Concept Vert will be sold in roughly 500 salons in the U.S. Jackie Applebaum, chief executive officer of Privé Products, said economic uncertainty made calculating a revenue projection for Concept Vert this year nearly impossible, but expressed confidence about the line’s positioning and disclosed she has ordered the minimum of 30,000 cans.
“We have had a tremendous amount of interest from salons that want green product. They don’t feel there is enough of a selection out there,” she said. “Because the product itself is so unusual, I think we are going to get a tremendous response.”
About two years ago, DuFourg and Applebaum wrestled control of Privé Products from Procter & Gamble Co. The beauty behemoth had picked up Privé Products when it acquired Wella, which, in turn, garnered the Privé Products license when it acquired Graham Webb. Privé Products markets 25 stockkeeping units.

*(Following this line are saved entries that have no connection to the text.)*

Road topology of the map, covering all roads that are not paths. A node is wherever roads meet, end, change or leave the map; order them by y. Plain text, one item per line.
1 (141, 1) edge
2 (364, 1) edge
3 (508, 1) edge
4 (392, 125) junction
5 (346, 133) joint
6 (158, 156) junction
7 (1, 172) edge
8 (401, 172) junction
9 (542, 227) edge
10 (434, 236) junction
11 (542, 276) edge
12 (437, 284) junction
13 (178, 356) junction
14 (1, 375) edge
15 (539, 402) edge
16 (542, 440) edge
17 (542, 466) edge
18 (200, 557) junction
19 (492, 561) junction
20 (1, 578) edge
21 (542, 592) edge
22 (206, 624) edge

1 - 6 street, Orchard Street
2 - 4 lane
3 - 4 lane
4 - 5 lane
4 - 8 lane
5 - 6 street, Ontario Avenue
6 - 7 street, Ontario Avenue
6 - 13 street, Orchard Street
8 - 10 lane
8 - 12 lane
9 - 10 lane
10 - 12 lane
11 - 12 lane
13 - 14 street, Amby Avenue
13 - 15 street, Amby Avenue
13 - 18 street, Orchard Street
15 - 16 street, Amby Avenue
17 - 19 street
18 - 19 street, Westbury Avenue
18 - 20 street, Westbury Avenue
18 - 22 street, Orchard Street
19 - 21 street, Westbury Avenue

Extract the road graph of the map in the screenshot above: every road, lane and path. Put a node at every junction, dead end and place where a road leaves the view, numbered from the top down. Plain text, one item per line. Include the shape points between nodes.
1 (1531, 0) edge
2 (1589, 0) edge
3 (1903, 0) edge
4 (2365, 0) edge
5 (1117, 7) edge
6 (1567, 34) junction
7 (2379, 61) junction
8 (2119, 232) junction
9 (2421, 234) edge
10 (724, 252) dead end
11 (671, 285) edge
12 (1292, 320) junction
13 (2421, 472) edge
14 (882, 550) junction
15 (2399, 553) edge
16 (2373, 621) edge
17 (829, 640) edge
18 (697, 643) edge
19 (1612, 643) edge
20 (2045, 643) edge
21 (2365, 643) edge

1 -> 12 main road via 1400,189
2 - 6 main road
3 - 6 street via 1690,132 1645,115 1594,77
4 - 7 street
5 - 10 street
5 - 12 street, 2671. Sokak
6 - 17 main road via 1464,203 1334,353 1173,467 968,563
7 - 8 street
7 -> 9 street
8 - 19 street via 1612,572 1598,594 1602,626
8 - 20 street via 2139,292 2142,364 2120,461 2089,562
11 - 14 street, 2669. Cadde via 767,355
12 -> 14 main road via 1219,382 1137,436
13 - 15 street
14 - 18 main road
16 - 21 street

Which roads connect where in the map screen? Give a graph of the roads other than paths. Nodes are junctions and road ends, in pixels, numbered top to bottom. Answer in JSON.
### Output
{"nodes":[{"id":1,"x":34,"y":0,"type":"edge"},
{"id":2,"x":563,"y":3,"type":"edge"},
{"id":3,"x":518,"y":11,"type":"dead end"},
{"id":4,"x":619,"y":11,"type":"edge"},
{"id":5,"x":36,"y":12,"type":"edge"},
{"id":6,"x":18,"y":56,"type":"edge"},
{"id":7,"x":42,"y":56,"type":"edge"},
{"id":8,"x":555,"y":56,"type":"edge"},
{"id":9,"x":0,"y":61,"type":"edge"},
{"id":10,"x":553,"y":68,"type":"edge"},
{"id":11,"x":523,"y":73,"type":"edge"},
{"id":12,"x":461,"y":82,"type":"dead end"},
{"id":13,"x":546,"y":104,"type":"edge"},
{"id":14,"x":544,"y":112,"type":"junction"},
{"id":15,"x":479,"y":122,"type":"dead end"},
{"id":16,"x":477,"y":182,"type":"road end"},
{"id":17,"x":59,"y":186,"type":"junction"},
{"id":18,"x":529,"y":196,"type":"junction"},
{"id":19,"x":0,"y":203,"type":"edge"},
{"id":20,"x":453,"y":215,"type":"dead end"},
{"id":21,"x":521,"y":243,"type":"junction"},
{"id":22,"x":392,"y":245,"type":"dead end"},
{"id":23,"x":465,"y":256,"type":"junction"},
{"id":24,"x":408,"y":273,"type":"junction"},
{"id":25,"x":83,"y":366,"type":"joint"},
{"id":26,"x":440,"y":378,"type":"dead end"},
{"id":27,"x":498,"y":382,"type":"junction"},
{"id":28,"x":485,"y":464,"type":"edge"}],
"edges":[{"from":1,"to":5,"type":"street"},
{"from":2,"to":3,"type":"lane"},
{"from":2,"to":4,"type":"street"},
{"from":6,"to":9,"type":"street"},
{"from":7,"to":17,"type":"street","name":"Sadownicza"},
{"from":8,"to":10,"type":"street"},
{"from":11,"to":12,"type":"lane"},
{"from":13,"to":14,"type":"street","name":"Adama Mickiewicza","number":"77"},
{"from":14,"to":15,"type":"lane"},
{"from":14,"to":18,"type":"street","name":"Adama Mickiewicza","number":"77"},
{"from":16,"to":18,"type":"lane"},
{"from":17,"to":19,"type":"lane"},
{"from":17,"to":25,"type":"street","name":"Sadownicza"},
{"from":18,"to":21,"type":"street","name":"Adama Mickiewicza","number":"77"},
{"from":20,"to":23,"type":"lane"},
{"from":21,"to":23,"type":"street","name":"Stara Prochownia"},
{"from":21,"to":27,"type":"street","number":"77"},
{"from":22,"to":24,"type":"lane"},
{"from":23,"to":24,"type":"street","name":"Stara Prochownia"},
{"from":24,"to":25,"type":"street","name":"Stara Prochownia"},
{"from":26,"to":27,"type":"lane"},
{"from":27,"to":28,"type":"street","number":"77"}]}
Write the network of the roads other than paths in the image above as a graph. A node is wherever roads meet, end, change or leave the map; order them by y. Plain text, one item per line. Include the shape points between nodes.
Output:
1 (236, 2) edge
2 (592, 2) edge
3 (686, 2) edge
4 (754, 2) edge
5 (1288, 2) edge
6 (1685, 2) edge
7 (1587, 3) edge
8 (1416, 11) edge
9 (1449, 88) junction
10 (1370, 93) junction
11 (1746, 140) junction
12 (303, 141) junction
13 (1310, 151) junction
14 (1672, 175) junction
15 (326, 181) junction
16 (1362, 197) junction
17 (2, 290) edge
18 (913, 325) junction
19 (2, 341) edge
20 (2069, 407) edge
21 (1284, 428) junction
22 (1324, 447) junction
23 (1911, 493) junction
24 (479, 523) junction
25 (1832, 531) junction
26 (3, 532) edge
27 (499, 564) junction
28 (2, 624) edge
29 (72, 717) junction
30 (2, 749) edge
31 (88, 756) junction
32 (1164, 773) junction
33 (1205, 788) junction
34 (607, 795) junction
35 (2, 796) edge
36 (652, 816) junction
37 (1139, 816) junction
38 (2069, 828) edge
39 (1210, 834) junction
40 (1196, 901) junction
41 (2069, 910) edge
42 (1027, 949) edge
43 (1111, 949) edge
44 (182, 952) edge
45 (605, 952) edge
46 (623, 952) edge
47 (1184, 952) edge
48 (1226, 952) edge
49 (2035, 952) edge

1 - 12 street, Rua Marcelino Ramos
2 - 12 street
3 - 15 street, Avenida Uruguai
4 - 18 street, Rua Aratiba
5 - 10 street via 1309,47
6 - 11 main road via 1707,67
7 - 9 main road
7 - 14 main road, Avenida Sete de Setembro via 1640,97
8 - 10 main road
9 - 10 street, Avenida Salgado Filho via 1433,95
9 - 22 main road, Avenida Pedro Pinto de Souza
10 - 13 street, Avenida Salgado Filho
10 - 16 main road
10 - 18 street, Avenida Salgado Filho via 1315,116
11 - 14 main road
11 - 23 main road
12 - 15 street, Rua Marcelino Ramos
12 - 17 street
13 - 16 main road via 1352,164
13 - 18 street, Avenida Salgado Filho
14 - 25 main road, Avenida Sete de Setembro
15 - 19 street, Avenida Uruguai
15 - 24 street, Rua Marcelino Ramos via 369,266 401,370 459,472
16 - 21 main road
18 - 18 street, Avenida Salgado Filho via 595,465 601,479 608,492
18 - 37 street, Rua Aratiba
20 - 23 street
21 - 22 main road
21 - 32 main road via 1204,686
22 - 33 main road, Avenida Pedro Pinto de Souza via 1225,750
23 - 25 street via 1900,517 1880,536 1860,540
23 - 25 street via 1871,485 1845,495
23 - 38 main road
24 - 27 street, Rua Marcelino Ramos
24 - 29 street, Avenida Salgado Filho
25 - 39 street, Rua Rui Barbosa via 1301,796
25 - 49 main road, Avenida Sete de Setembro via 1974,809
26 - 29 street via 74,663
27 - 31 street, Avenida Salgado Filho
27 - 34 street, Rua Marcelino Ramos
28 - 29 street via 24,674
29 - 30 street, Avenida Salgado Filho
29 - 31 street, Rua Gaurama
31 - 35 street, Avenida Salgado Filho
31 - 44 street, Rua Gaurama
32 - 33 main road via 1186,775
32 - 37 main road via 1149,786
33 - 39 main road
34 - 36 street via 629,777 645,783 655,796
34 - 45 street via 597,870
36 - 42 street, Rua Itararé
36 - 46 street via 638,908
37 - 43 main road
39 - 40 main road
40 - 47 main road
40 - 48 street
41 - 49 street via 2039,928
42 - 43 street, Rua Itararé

After P&G was out of the picture, DuFourg told WWD in 2007 that he planned to grow Privé Products into a $20 million brand in two years. The troubled economy has blunted those plans. Applebaum said Privé Products pulls in under $10 million in annual revenues and was profitable in November, December and January. She added she’d be “happy” with 10 to 15 percent growth this year.
“We have a much better understanding of the business, and we have streamlined the back end so we run very efficiently,” said Applebaum. “That was not the case when P&G was running it.”